Well... it's not entirely bullshit, but the fact that I have to tell that to my 12 year old, time and time again is really starting to piss me off. So I did something.

Yesterday Q came home with the tales of the day... it's usually good stuff, sprinkled with lame stuff, whether it be getting hit in the head with a water bottle, falling down the stairs or what have you- he is called a "lesbian" about every other day, this to us has taken a complimentary turn. Which is good. I am now convinced the kid is in love with him, so he needs to tell him something like this. Who else would bother with such a thing? It's okay to be a lesbian and obviously this kid has a problem...

This is not the news.

In class some friends were messing around with stamps and a girl stamped Q in the face, to which he stamped her back, in the face. She got so upset she wanted to change out of the classroom.... this is the mentality of 7th grade girls. It's sad actually. I wouldn't go back to middle school for a million dollars.

No really. I wouldn't.

To make a ridiculously long story short- one that started with laughing and ended with my son having to be late to play practice to go to the office and "apologize" to this girl.

Now I know I am a Mama bear. I know I have the tendency to be protective and yes even at times, over protective but I have always had a good sense of when I am being biased and when my son is being taken advantage of.

Ladies and gentlemen- if you have a boy, they will be treated unfairly. You should tell them now. Go ahead, I will wait..


Ya done?

I have a girl too, so don't get on your soapbox about how girl are repressed and they don't get a fair shot (read post title), I get it. I have that battle too- but today it is about the boy. The boy who will have to apologize for doing something a girl did because she can cry and we will feel sorry for her. I mean, what girl wants a stamp on their forehead? At school? Gasp! Well, why aren't we asking what boy would? Why the double standard Salmon Bay?
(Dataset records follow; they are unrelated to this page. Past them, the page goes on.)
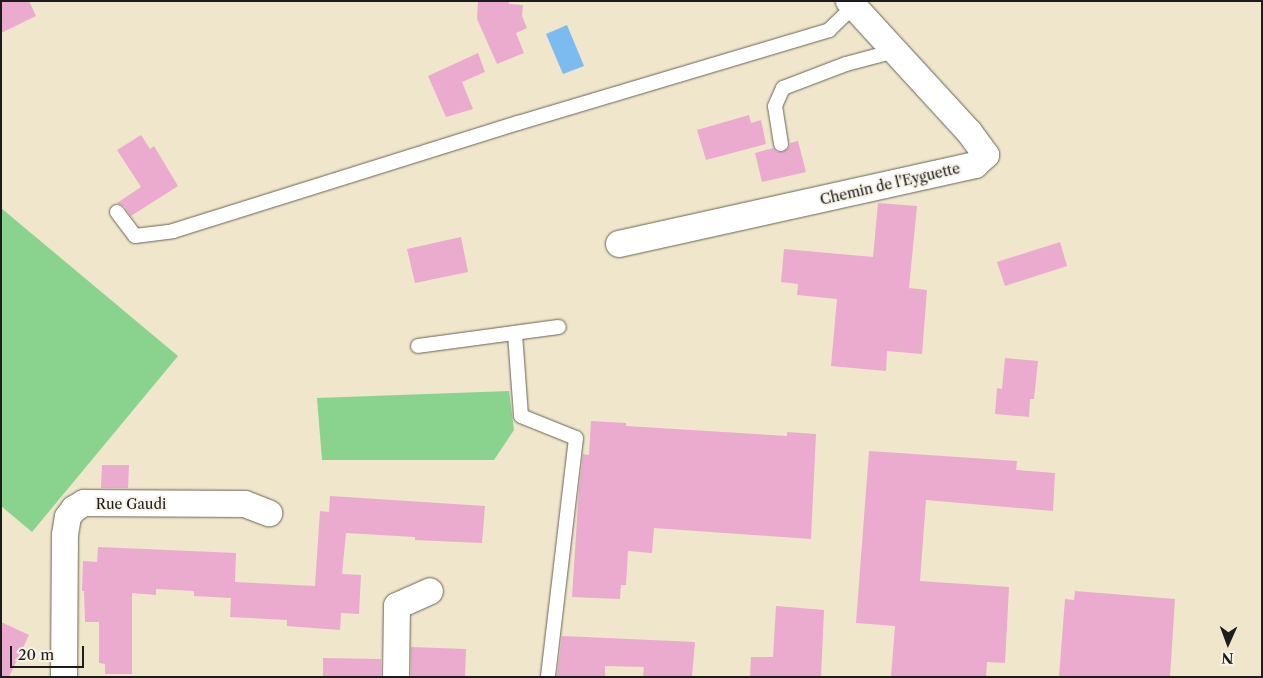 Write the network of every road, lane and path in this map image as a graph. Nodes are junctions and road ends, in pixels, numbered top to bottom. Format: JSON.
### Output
{"nodes":[{"id":1,"x":852,"y":4,"type":"edge"},
{"id":2,"x":895,"y":51,"type":"junction"},
{"id":3,"x":782,"y":144,"type":"dead end"},
{"id":4,"x":117,"y":212,"type":"dead end"},
{"id":5,"x":619,"y":244,"type":"dead end"},
{"id":6,"x":559,"y":327,"type":"dead end"},
{"id":7,"x":515,"y":334,"type":"junction"},
{"id":8,"x":418,"y":346,"type":"dead end"},
{"id":9,"x":269,"y":513,"type":"dead end"},
{"id":10,"x":430,"y":591,"type":"dead end"},
{"id":11,"x":64,"y":677,"type":"edge"},
{"id":12,"x":396,"y":677,"type":"edge"},
{"id":13,"x":548,"y":677,"type":"edge"}],
"edges":[{"from":1,"to":2,"type":"street","name":"Chemin de l'Eyguette"},
{"from":1,"to":4,"type":"lane"},
{"from":2,"to":3,"type":"lane"},
{"from":2,"to":5,"type":"street","name":"Chemin de l'Eyguette"},
{"from":6,"to":7,"type":"lane"},
{"from":7,"to":8,"type":"lane"},
{"from":7,"to":13,"type":"lane"},
{"from":9,"to":11,"type":"street","name":"Rue Gaudi"},
{"from":10,"to":12,"type":"street"}]}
Okay, so I was so mad last night. I waiting 5 hours before writing the teacher and Assistant Principle. But when I did I felt good about it. I wanted them to know that I have walked with my son through a lot of injustice and I didn't think it did him a damn bit of good to have him treated so unfairly at school. They are kids! Can we not treat them like kids? Like they are always in the state of learning?
When you are a teacher and you fail to do your job, you fail the kid.

They did not ask the girl to apologize. In fact when Q offered to tell them she was stamping too, he was left with "I don't think so".
Apparently the one side was all they needed. At the end my persistent son said "I just want to know one thing, why did I get in trouble when she was doing it to?" To which they replied "I don't want to talk about it anymore.".

Ya don't? I do.

This morning I was called via speaker phone with my son, the girl and the teacher. He said "everything is fine" and I said it was not. I told him that my son was treated in a manner that the girl was not. He was held solely responsible and I thought that was wrong. And that was about it. He said he wanted everyone to "have a good Friday" and I translated that to "I don't want to get in trouble".

So we all learned. My son learned that when a girl falls down we all rush over to see if she is okay and if she is crying we make sure to take care of her. If a boy falls down, we tell him to get the hell up.